Maybe catching a glimpse of Scott should’ve been a warning because it all went wrong from there. When the crane operator lifted the casket out of the ground to make the transfer to the shell, the lid popped open.
“Don’t anyone panic,” Muriel called out. “It happens sometimes when people go the cheap route on the casket.”
But when she stepped over to supervise, Muriel went very still. “Chief, you’d better take a look.”
That eerie feeling came back. Brent heard gasps coming from the crew and noticed the empty coffin.
He walked over to get a better look at the vacant casket—still suspended in mid-air by the crane—and glanced down into the hole. As he stood there glaring at the black earth, something stark white poked through the dirt. It was the slim bones of a hand.
“We have remains underneath the casket,” Brent bellowed before raising his voice louder. “Muriel, I need someone down there to dig. Now!”

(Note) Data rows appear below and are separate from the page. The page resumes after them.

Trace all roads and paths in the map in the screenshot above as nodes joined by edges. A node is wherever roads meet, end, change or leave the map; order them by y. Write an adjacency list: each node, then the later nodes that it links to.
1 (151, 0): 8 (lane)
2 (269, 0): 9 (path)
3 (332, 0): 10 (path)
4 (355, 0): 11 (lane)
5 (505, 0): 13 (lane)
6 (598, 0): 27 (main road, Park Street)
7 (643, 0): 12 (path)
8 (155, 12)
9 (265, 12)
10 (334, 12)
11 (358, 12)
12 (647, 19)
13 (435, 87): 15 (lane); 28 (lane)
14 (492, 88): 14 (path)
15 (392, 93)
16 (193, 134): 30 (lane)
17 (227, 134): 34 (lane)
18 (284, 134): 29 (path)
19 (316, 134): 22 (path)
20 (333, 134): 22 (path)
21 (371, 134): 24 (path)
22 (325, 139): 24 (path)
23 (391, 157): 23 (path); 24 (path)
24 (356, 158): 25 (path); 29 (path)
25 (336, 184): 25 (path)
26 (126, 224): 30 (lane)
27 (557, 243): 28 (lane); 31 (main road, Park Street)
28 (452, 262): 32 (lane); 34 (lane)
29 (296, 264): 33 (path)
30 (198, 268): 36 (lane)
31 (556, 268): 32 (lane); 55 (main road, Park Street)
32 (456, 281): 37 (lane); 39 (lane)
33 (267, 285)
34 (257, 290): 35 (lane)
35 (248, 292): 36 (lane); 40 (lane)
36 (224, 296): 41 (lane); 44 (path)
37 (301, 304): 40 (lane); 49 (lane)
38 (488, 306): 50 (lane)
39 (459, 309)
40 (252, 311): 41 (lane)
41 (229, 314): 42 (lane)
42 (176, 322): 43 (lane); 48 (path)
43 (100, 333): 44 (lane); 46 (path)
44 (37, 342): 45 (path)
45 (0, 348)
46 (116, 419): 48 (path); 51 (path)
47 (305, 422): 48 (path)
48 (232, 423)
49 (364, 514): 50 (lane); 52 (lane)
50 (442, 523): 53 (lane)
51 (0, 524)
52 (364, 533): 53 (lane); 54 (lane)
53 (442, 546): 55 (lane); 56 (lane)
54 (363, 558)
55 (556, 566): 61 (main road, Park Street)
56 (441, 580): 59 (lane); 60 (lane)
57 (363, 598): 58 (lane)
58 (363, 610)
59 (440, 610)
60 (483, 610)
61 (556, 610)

In response, Muriel bobbed her head toward another team member. “Lower yourself in there carefully. Try not to disturb any of the bones. Looks like we might have an intact skeleton.”
On his knees, the forensic assistant brushed away the soil, revealing more bones that made up a complete arm.
Brent continued to watch in horror as Muriel’s team unearthed more and more bones until they revealed a rib cage. It wasn’t long after that discovery that the top of a skull appeared, then another.
His heart pounded in his chest as he watched Muriel gingerly drop down into the hole to get a closer look. For the longest time, she examined each intricate part of the skull while the rest of the team huddled around the hole, whispering among themselves, their faces grim.